Frequently Asked Questions
Q1. What was the result of Sri Lanka vs New Zealand T20 World Cup 2026 Super Eights?
Ans. New Zealand beat Sri Lanka by 61 runs in Match 46, Super Eights, Group 2 at R. Premadasa Stadium, Colombo, on February 25, 2026. New Zealand posted 168/7 and bowled Sri Lanka out for 107/8.
Q2. Who was Player of the Match in the SL vs NZ T20 World Cup 2026 match?
Ans. Rachin Ravindra won the Player of the Match for his bowling figures of 4/27 in 4 overs (Economy: 6.75). His four wickets including two consecutive stumpings were the decisive spell of the match.
Q3. What is the full scorecard of NZ vs SL T20 World Cup 2026?
Ans. NZ: 168/7 Santner 47 (26), McConchie 31* (23), Ravindra 32 (22), Allen 23 (13). SL: 107/8 Kamindu Mendis 31 (23), Wellalage 29 (23), Nissanka 0 (1). This sri lanka national cricket team vs new zealand national cricket team match scorecard is fully verified from ESPNcricinfo, Sky Sports, and ICC official records.
Q4. Who took the most wickets for New Zealand vs Sri Lanka?
Ans. Rachin Ravindra took 4/27 in 4 overs. Matt Henry took 2/3 in 2 overs at an economy of 1.50. Mitchell Santner (1/19) and Glenn Phillips (1/21) also contributed. NZ spinners claimed 6 wickets in total.
Q5. Who took the most wickets for Sri Lanka vs New Zealand?
Ans. Maheesh Theekshana (3/30) and Dushmantha Chameera (3/38) each took 3 wickets. Dunith Wellalage added 1/27. Together, Theekshana and Chameera accounted for 6 of New Zealand’s 7 wickets.
Q6. How did New Zealand recover from 84/6 against Sri Lanka?
Ans. Mitchell Santner (47 off 26, SR: 180.77) and Cole McConchie (31* off 23, SR: 134.78) added an unbroken 84-run 7th-wicket partnership from over 12.1 to the end of the innings. They took New Zealand from 84/6 to 168/7 in under 8 overs.
Q7. Who won the toss in SL vs NZ T20 World Cup 2026?
Ans. Sri Lanka won the toss and chose to field at R. Premadasa Stadium, Colombo. The decision backfired NZ’s spinners proved equally lethal on the same surface in the second innings.

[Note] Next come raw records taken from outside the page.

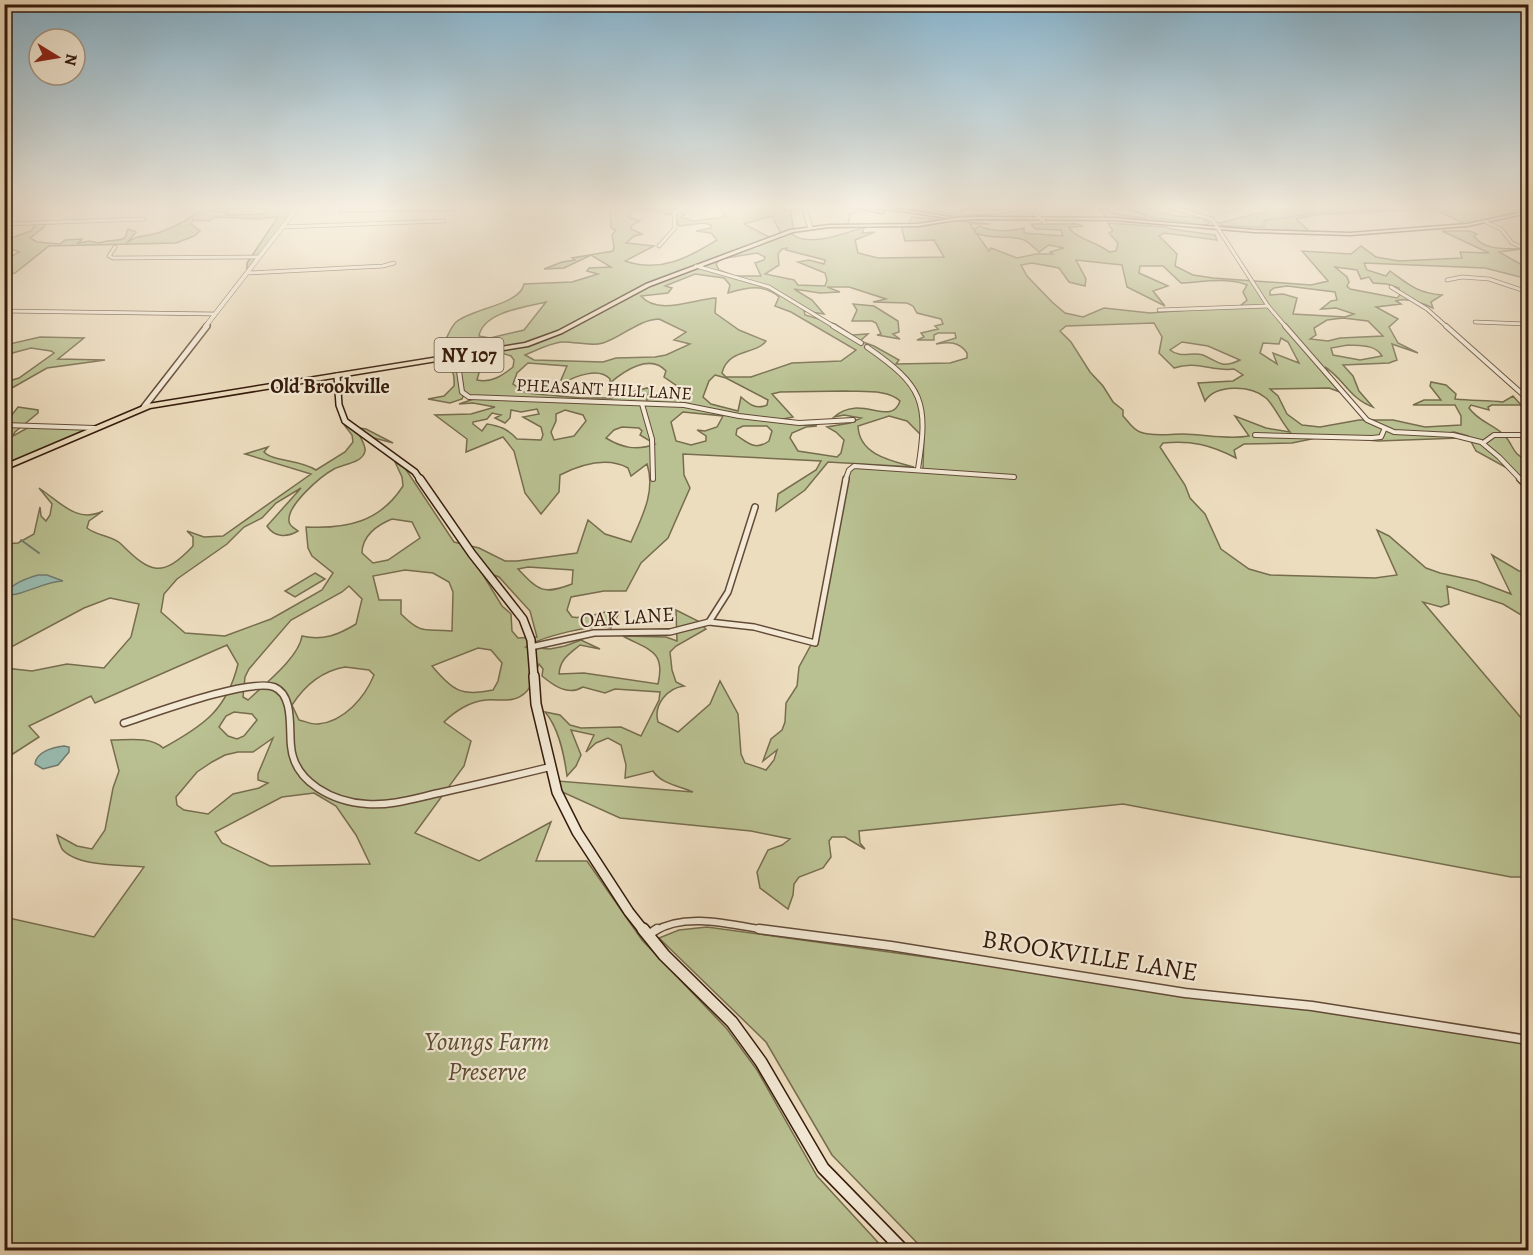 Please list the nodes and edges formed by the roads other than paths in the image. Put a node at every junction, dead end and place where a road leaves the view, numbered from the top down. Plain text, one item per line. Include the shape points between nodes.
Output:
1 (253, 266) edge
2 (385, 266) edge
3 (696, 266) joint
4 (1241, 266) edge
5 (247, 273) junction
6 (1447, 280) dead end
7 (1391, 287) dead end
8 (1528, 292) edge
9 (1268, 306) junction
10 (4, 310) edge
11 (1159, 310) dead end
12 (215, 314) junction
13 (1475, 322) dead end
14 (1528, 324) edge
15 (861, 343) dead end
16 (867, 347) dead end
17 (458, 357) junction
18 (337, 381) junction
19 (1528, 399) edge
20 (642, 405) junction
21 (144, 407) junction
22 (853, 420) dead end
23 (4, 425) edge
24 (95, 428) junction
25 (1384, 430) junction
26 (1255, 435) dead end
27 (1528, 435) edge
28 (1483, 443) junction
29 (4, 468) edge
30 (918, 469) junction
31 (1014, 477) dead end
32 (652, 478) dead end
33 (1528, 487) edge
34 (755, 507) dead end
35 (709, 622) junction
36 (531, 647) junction
37 (123, 723) dead end
38 (550, 767) junction
39 (647, 936) junction
40 (1528, 1040) edge
41 (903, 1251) edge

1 - 5 street
2 - 5 street
3 - 15 street via 769,287
3 - 17 main road, NY 107 via 648,285 541,341
4 - 9 street
5 - 12 street
6 - 8 street via 1492,279
7 - 19 street via 1427,309
9 - 11 street
9 - 25 street via 1363,416
10 - 12 street
12 - 21 street
13 - 14 street
16 - 30 street via 903,375 919,395 922,408
17 - 18 main road, NY 107 via 357,373
17 - 20 street, PHEASANT HILL LANE via 462,392 469,397
18 - 21 main road
18 - 36 main road via 345,421 415,472 471,554 517,609 528,630
20 - 22 street, PHEASANT HILL LANE via 694,406 787,422
20 - 32 street via 652,439
21 - 24 main road
23 - 24 street
24 - 29 main road
25 - 26 street via 1381,437 1372,438
25 - 28 street via 1454,435
27 - 28 street via 1494,435
28 - 33 street
30 - 31 street
30 - 35 street via 861,465 849,470 814,643 754,627
34 - 35 street via 728,592
35 - 36 street, OAK LANE via 670,632 594,633
36 - 38 main road
37 - 38 street via 240,689 272,687 283,696 291,751 298,769 323,792 368,804 394,802
38 - 39 main road via 557,792 577,832
39 - 40 street, BROOKVILLE LANE via 664,926 696,921 891,946 1185,993 1312,1006
39 - 41 main road via 732,1022 761,1062 823,1168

Q8. How many wickets did NZ spinners take against Sri Lanka?
Ans. New Zealand’s spinners took 6 wickets in total: Ravindra 4/27, Santner 1/19, Phillips 1/21. This is the second-highest wicket tally by NZ spinners in a T20 World Cup match, after 9 wickets vs India in Nagpur in 2016.
Q9. What was the pitch report for SL vs NZ T20 World Cup 2026?
Ans. R. Premadasa Stadium, Colombo is a spin-dominant surface. Spinners account for 54.41% of all dismissals at the venue in T20Is. Totals of 150–170 are considered competitive. The pitch spun more than expected, confirming the pre-match forecast.
Q10. Was Sri Lanka eliminated after the NZ match in T20 World Cup 2026?
Ans. Yes. Sri Lanka were eliminated from the ICC Men’s T20 World Cup 2026 after losing to New Zealand by 61 runs in Colombo on February 25, 2026. They became the first team eliminated from the Super Eights, finishing bottom of Group 2 with 0 points from 3 matches.